ASSIGNMENT
Please copy each line from the entries that contains the string "Muhammad".
━━ SOURCE DATA ━━
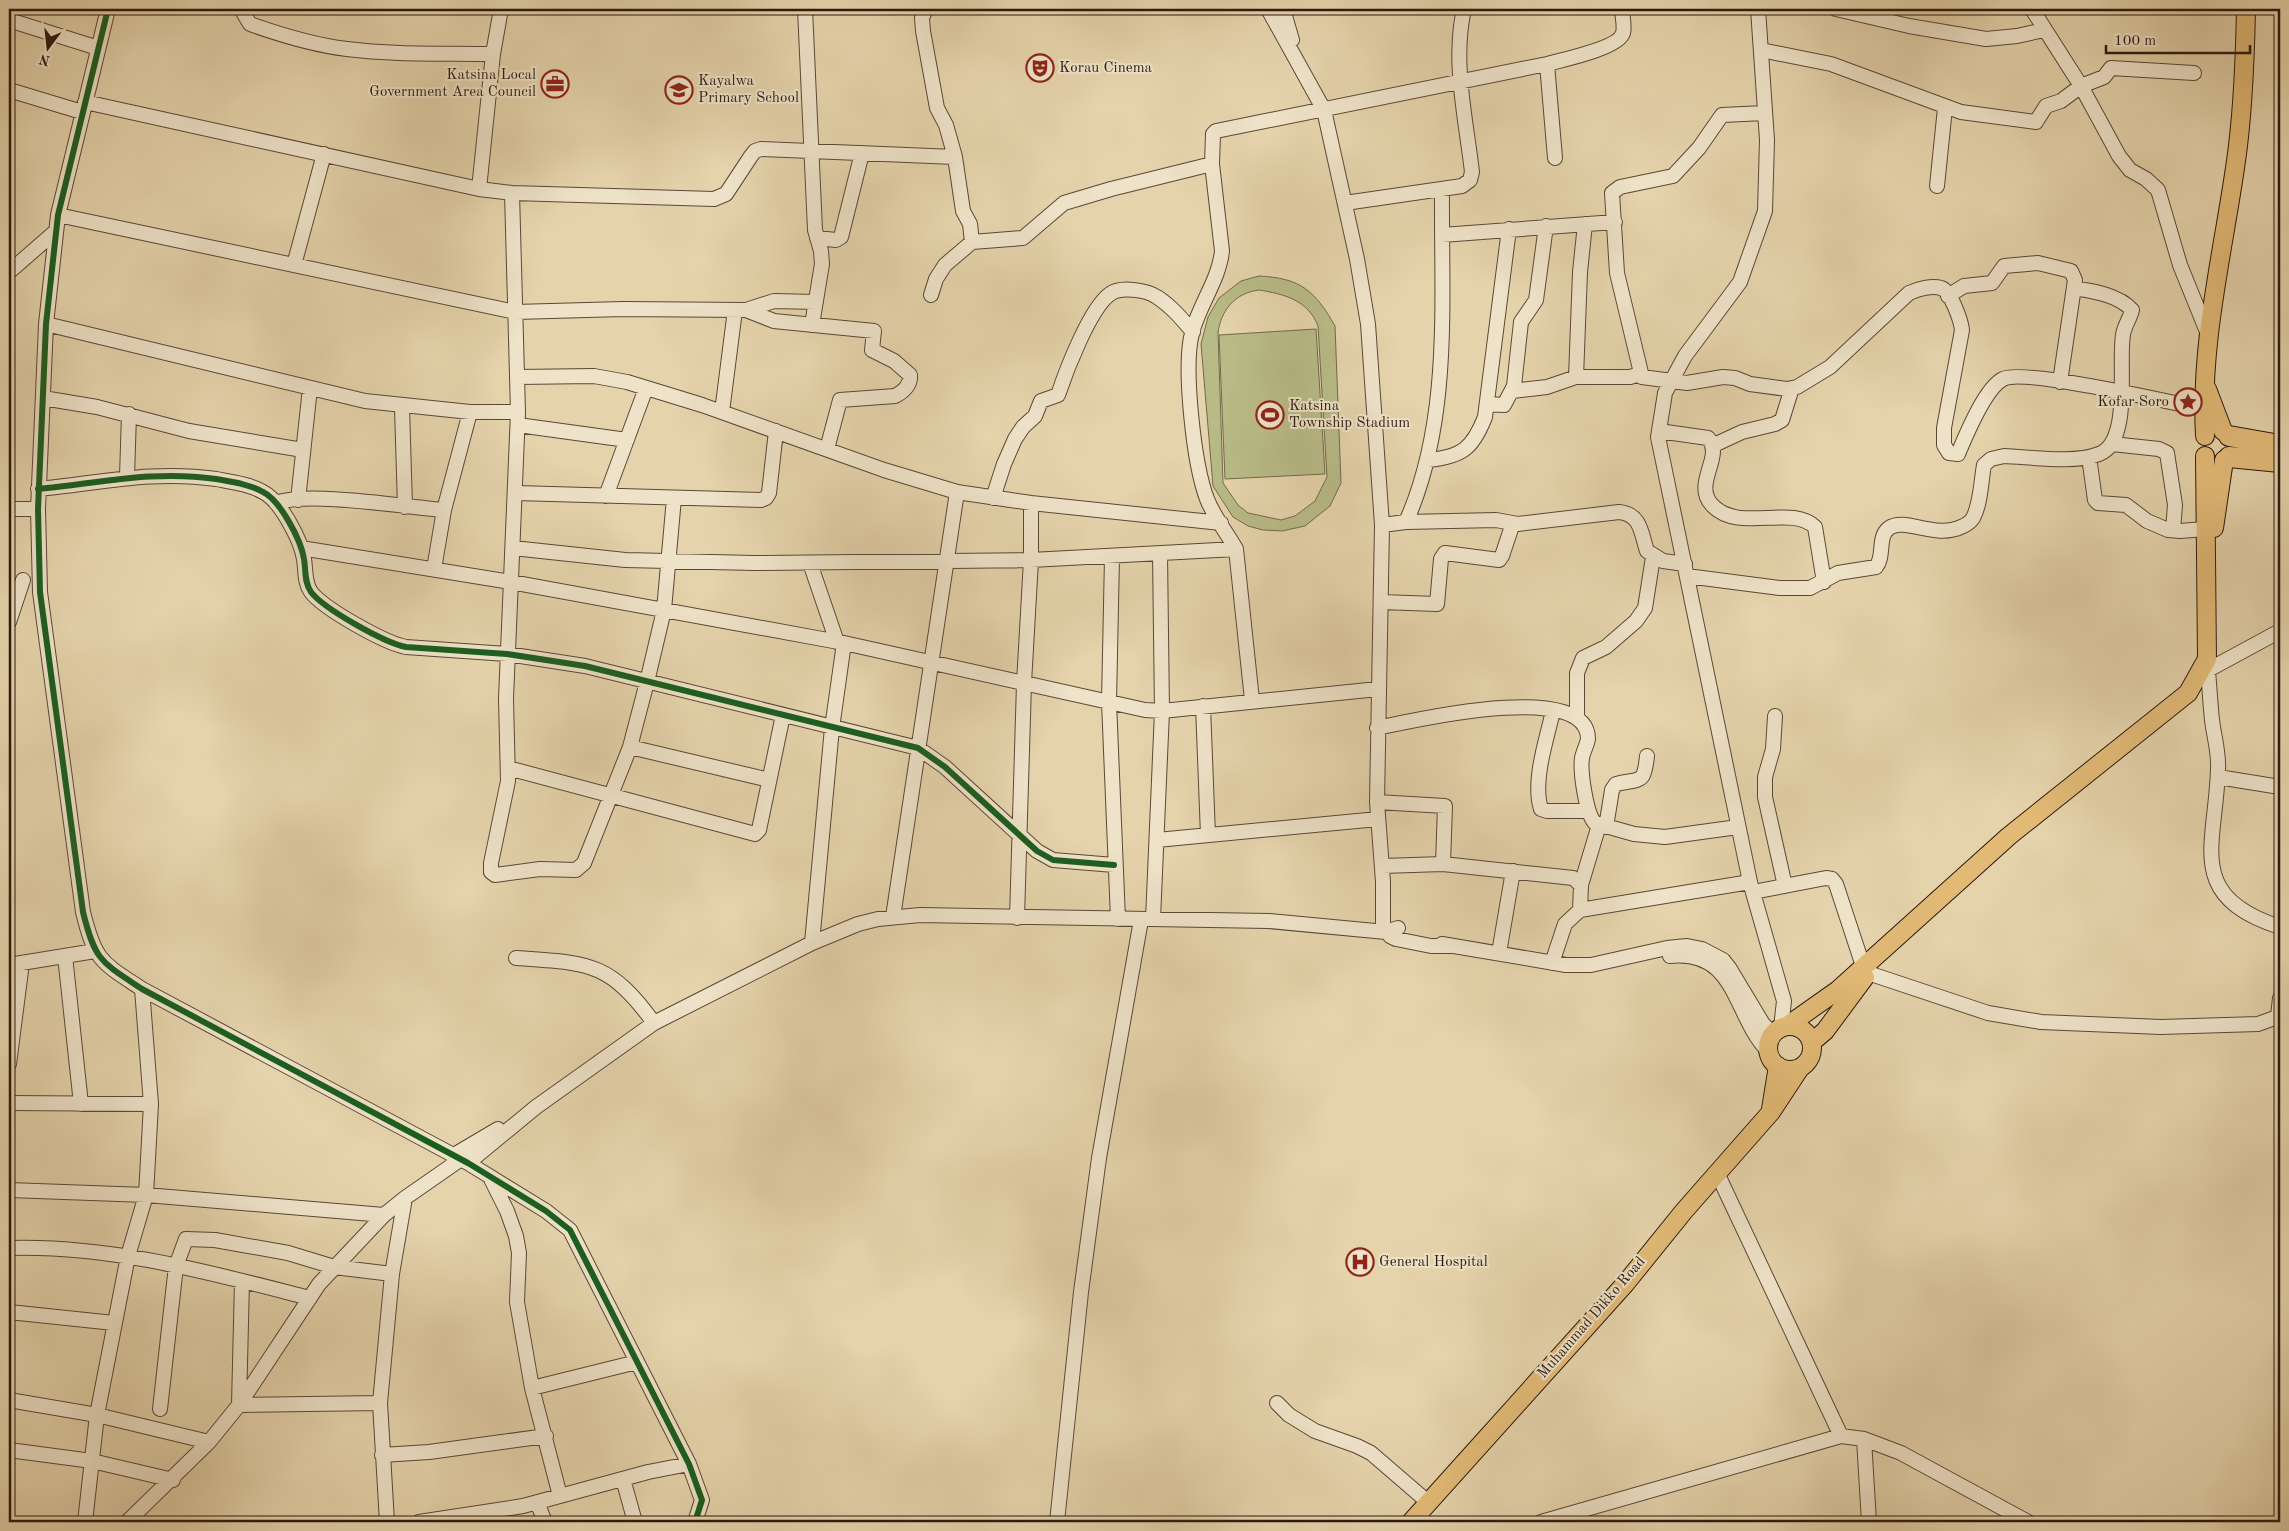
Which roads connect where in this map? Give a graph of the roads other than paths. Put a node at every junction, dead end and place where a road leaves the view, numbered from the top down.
1 (108, 9) edge
2 (246, 9) edge
3 (501, 9) edge
4 (805, 9) edge
5 (926, 9) edge
6 (1268, 9) edge
7 (1283, 9) edge
8 (1464, 9) edge
9 (1622, 9) edge
10 (1758, 9) edge
11 (1836, 9) edge
12 (2032, 9) edge
13 (2246, 9) edge
14 (9, 20) edge
15 (2044, 30) junction
16 (98, 48) junction
17 (1761, 50) junction
18 (493, 54) junction
19 (1295, 56) junction
20 (1547, 64) junction
21 (2194, 73) dead end
22 (1461, 80) junction
23 (2081, 86) junction
24 (9, 90) edge
25 (83, 107) junction
26 (1944, 108) junction
27 (1324, 110) junction
28 (1765, 113) junction
29 (810, 151) junction
30 (862, 153) junction
31 (324, 154) junction
32 (955, 157) junction
33 (1555, 158) dead end
34 (1212, 164) junction
35 (1937, 186) dead end
36 (479, 189) junction
37 (1442, 189) junction
38 (512, 193) junction
39 (1345, 204) junction
40 (58, 215) junction
41 (1615, 222) junction
42 (1584, 224) junction
43 (1546, 226) junction
44 (1509, 229) junction
45 (56, 231) junction
46 (1442, 235) junction
47 (817, 238) junction
48 (972, 242) junction
49 (294, 265) junction
50 (9, 272) edge
51 (2074, 288) junction
52 (931, 295) dead end
53 (1948, 296) junction
54 (816, 302) junction
55 (741, 310) junction
56 (515, 312) junction
57 (46, 324) junction
58 (812, 325) junction
59 (1193, 332) junction
60 (2208, 334) junction
61 (1640, 374) junction
62 (517, 377) junction
63 (1576, 377) junction
64 (1672, 381) junction
65 (2060, 382) junction
66 (2206, 384) junction
67 (310, 388) junction
68 (646, 388) junction
69 (1792, 388) junction
70 (1512, 391) junction
71 (2123, 392) junction
72 (43, 398) junction
73 (1486, 404) junction
74 (402, 407) junction
75 (2203, 409) junction
76 (470, 412) junction
77 (722, 412) junction
78 (129, 414) junction
79 (518, 418) junction
80 (776, 431) junction
81 (1659, 431) junction
82 (2226, 433) junction
83 (2205, 436) junction
84 (627, 440) junction
85 (2112, 444) junction
86 (1714, 445) junction
87 (2280, 446) edge
88 (303, 450) junction
89 (827, 450) junction
90 (2205, 456) junction
91 (2088, 457) junction
92 (2226, 459) junction
93 (1428, 460) junction
94 (2280, 462) edge
95 (127, 477) junction
96 (38, 489) junction
97 (957, 492) junction
98 (516, 493) junction
99 (606, 496) junction
100 (674, 498) junction
101 (993, 498) junction
102 (298, 500) junction
103 (276, 503) junction
104 (1031, 503) junction
105 (405, 507) junction
106 (9, 509) edge
107 (38, 509) junction
108 (444, 510) junction
109 (1406, 522) junction
110 (1221, 523) junction
111 (1513, 523) junction
112 (1382, 525) junction
113 (2205, 529) junction
114 (2172, 530) junction
115 (301, 548) junction
116 (513, 548) junction
117 (1236, 549) junction
118 (1160, 554) junction
119 (1112, 556) junction
120 (1653, 556) junction
121 (1031, 560) junction
122 (669, 561) junction
123 (810, 563) junction
124 (948, 563) junction
125 (2208, 568) junction
126 (434, 570) junction
127 (1686, 570) junction
128 (39, 572) junction
129 (24, 580) junction
130 (510, 582) junction
131 (1824, 582) junction
132 (9, 588) edge
133 (1382, 602) junction
134 (664, 610) junction
135 (9, 622) edge
136 (2280, 631) edge
137 (841, 643) junction
138 (508, 654) junction
139 (932, 663) junction
140 (2208, 665) junction
141 (647, 682) junction
142 (1024, 684) junction
143 (1378, 689) junction
144 (1252, 700) junction
145 (1109, 702) junction
146 (1203, 706) junction
147 (1162, 710) junction
148 (1553, 711) junction
149 (783, 715) junction
150 (1775, 716) dead end
151 (1577, 717) junction
152 (832, 728) junction
153 (1377, 728) junction
154 (630, 747) junction
155 (918, 748) junction
156 (1647, 756) dead end
157 (508, 768) junction
158 (769, 777) junction
159 (2218, 777) junction
160 (2280, 787) edge
161 (612, 794) junction
162 (1377, 802) junction
163 (1587, 811) junction
164 (1378, 819) junction
165 (1603, 826) junction
166 (1738, 827) junction
167 (1018, 833) junction
168 (1208, 835) junction
169 (1157, 840) junction
170 (1443, 864) junction
171 (1114, 865) junction
172 (1382, 866) junction
173 (1513, 871) junction
174 (1582, 885) junction
175 (1785, 886) junction
176 (1751, 887) junction
177 (1580, 910) junction
178 (893, 917) junction
179 (1017, 918) junction
180 (1118, 919) junction
181 (1147, 920) junction
182 (2280, 927) edge
183 (1392, 930) junction
184 (812, 943) junction
185 (95, 951) junction
186 (1499, 953) junction
187 (64, 956) junction
188 (516, 958) dead end
189 (1629, 958) junction
190 (1552, 963) junction
191 (16, 964) edge
192 (1866, 970) junction
193 (142, 989) junction
194 (2280, 998) edge
195 (2279, 1016) edge
196 (654, 1023) junction
197 (1780, 1029) junction
198 (1812, 1042) junction
199 (1768, 1051) junction
200 (9, 1064) edge
201 (1778, 1066) junction
202 (1800, 1068) junction
203 (9, 1103) edge
204 (81, 1104) junction
205 (151, 1104) junction
206 (1771, 1112) junction
207 (461, 1159) junction
208 (1718, 1175) junction
209 (490, 1176) junction
210 (9, 1190) edge
211 (146, 1195) junction
212 (404, 1198) junction
213 (384, 1215) junction
214 (9, 1248) edge
215 (128, 1256) junction
216 (176, 1266) junction
217 (334, 1267) junction
218 (392, 1274) junction
219 (242, 1281) junction
220 (310, 1298) junction
221 (9, 1312) edge
222 (114, 1323) junction
223 (637, 1362) junction
224 (532, 1388) junction
225 (9, 1400) edge
226 (380, 1403) junction
227 (1276, 1403) dead end
228 (239, 1405) junction
229 (160, 1409) dead end
230 (97, 1414) junction
231 (546, 1436) junction
232 (1841, 1436) junction
233 (1864, 1438) junction
234 (209, 1442) junction
235 (9, 1450) edge
236 (382, 1455) junction
237 (92, 1461) junction
238 (689, 1464) junction
239 (623, 1479) junction
240 (173, 1480) junction
241 (560, 1496) junction
242 (537, 1502) junction
243 (1429, 1503) junction
244 (2026, 1521) edge
245 (85, 1522) edge
246 (127, 1522) edge
247 (387, 1522) edge
248 (419, 1522) edge
249 (545, 1522) edge
250 (635, 1522) edge
251 (695, 1522) edge
252 (1057, 1522) edge
253 (1412, 1522) edge
254 (1541, 1522) edge
255 (1869, 1522) edge

1 - 16 street
2 - 18 street
3 - 18 street
4 - 29 street
5 - 32 street
6 - 19 street
7 - 19 street
8 - 22 street
9 - 20 street
10 - 17 street
11 - 15 street
12 - 15 street
13 - 60 main road
14 - 16 street
15 - 23 street
16 - 25 street
17 - 26 street
17 - 28 street
18 - 36 street
19 - 27 street
20 - 22 street
20 - 33 street
21 - 23 street
22 - 27 street
22 - 37 street
23 - 26 street
23 - 60 street
24 - 25 street
25 - 31 street
25 - 40 street
26 - 35 street
27 - 34 street
27 - 39 street
28 - 41 street
28 - 64 street
29 - 30 street
29 - 38 street
29 - 47 street
30 - 32 street
30 - 47 street
31 - 36 street
31 - 49 street
32 - 48 street
34 - 48 street
34 - 59 street
36 - 38 street
37 - 39 street
37 - 46 street
38 - 56 street
39 - 112 street
40 - 45 street
40 - 49 street
41 - 42 street
41 - 61 street
42 - 43 street
42 - 63 street
43 - 44 street
43 - 70 street
44 - 46 street
44 - 73 street
45 - 50 street
45 - 57 street
46 - 93 street
47 - 54 street
48 - 52 street
49 - 56 street
51 - 53 street
51 - 65 street
51 - 71 street
53 - 65 street
53 - 69 street
54 - 55 street
54 - 58 street
55 - 56 street
55 - 58 street
55 - 77 street
56 - 62 street
57 - 67 street
57 - 72 street
58 - 89 street
59 - 101 street
59 - 110 street
60 - 66 main road
61 - 63 street
61 - 64 street
62 - 68 street
62 - 79 street
63 - 70 street
64 - 69 street
64 - 81 street
65 - 71 street
66 - 75 main road
66 - 82 main road
67 - 74 street
67 - 88 street
68 - 77 street
68 - 84 street
69 - 86 street
70 - 73 street
71 - 75 street
71 - 85 street
72 - 78 street
72 - 96 street
73 - 93 street
74 - 76 street
74 - 105 street
75 - 83 main road
76 - 79 street
76 - 108 street
77 - 80 street
78 - 88 street
78 - 95 street
79 - 84 street
79 - 98 street
80 - 89 street
80 - 100 street
81 - 86 street
81 - 127 street
82 - 83 main road
82 - 87 highway
82 - 92 main road
83 - 90 main road
84 - 99 street
85 - 91 street
85 - 114 street
86 - 131 street
88 - 102 street
89 - 97 street
90 - 92 main road
90 - 113 main road
91 - 114 street
91 - 131 street
92 - 94 highway
92 - 125 main road
93 - 109 street
95 - 96 street
95 - 103 street
96 - 107 street
97 - 101 street
97 - 124 street
98 - 99 street
98 - 116 street
99 - 100 street
100 - 122 street
101 - 104 street
102 - 103 street
102 - 105 street
103 - 115 street
104 - 110 street
104 - 121 street
105 - 108 street
106 - 107 street
107 - 128 street
108 - 126 street
109 - 111 street
109 - 112 street
110 - 117 street
111 - 120 street
111 - 133 street
112 - 133 street
113 - 114 street
113 - 125 main road
115 - 126 street
115 - 138 street
116 - 122 street
116 - 130 street
117 - 118 street
117 - 144 street
118 - 119 street
118 - 147 street
119 - 121 street
119 - 145 street
120 - 127 street
120 - 151 street
121 - 124 street
121 - 142 street
122 - 123 street
122 - 134 street
123 - 124 street
123 - 137 street
124 - 139 street
125 - 140 main road
126 - 130 street
127 - 131 street
127 - 166 street
128 - 129 street
128 - 185 street
129 - 132 street
129 - 135 street
130 - 134 street
130 - 138 street
133 - 143 street
134 - 137 street
134 - 141 street
136 - 140 street
137 - 139 street
137 - 152 street
138 - 141 street
138 - 157 street
139 - 142 street
139 - 155 street
140 - 159 street
140 - 192 main road
141 - 149 street
141 - 154 street
142 - 145 street
142 - 167 street
143 - 144 street
143 - 153 street
144 - 146 street
145 - 147 street
145 - 171 street
146 - 147 street
146 - 168 street
147 - 169 street
148 - 151 street
148 - 153 street
148 - 163 street
149 - 152 street
149 - 158 street
150 - 175 street
151 - 163 street
152 - 155 street
152 - 184 street
153 - 162 street
154 - 158 street
154 - 161 street
155 - 167 street
155 - 178 street
156 - 165 street
157 - 161 street
157 - 161 street
158 - 161 street
159 - 160 street
159 - 182 street
162 - 164 street
162 - 170 street
163 - 165 street
164 - 168 street
164 - 172 street
165 - 166 street
165 - 174 street
166 - 176 street
167 - 171 street
167 - 179 street
168 - 169 street
169 - 181 street
170 - 172 street
170 - 173 street
171 - 180 street
172 - 183 street
173 - 174 street
173 - 186 street
174 - 177 street
175 - 176 street
175 - 192 street
176 - 177 street
176 - 197 street
177 - 190 street
178 - 179 street
178 - 184 street
179 - 180 street
180 - 181 street
181 - 183 street
181 - 252 street
183 - 186 street
184 - 196 street
185 - 187 street
185 - 193 street
186 - 190 street
187 - 191 street
187 - 204 street
188 - 196 street
189 - 190 street
189 - 197 street
189 - 199 street
191 - 200 street
192 - 195 street
192 - 197 main road
192 - 198 main road
193 - 205 street
193 - 207 street
194 - 195 street
196 - 207 street
197 - 198 main road
197 - 199 main road
198 - 202 main road
199 - 201 main road
201 - 202 main road
201 - 206 main road
202 - 206 main road, Muhammad Dikko Road
203 - 204 street
204 - 205 street
205 - 211 street
206 - 208 main road, Muhammad Dikko Road
207 - 209 street
207 - 212 street
208 - 232 street
208 - 243 main road, Muhammad Dikko Road
209 - 223 street
209 - 224 street
210 - 211 street
211 - 213 street
211 - 215 street
212 - 213 street
212 - 218 street
213 - 217 street
214 - 215 street
215 - 216 street
215 - 222 street
216 - 217 street
216 - 219 street
216 - 229 street
217 - 218 street
217 - 220 street
218 - 226 street
219 - 220 street
219 - 228 street
220 - 228 street
221 - 222 street
222 - 230 street
223 - 224 street
223 - 238 street
224 - 231 street
225 - 230 street
226 - 228 street
226 - 236 street
227 - 243 street
228 - 234 street
230 - 234 street
230 - 237 street
231 - 236 street
231 - 241 street
232 - 233 street
232 - 254 street
233 - 244 street
233 - 255 street
234 - 240 street
235 - 237 street
236 - 247 street
237 - 240 street
237 - 245 street
238 - 239 street
238 - 251 street
239 - 241 street
239 - 250 street
240 - 246 street
241 - 242 street
242 - 248 street
242 - 249 street
243 - 253 main road, Muhammad Dikko Road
━━━
ANSWER
202 - 206 main road, Muhammad Dikko Road
206 - 208 main road, Muhammad Dikko Road
208 - 243 main road, Muhammad Dikko Road
243 - 253 main road, Muhammad Dikko Road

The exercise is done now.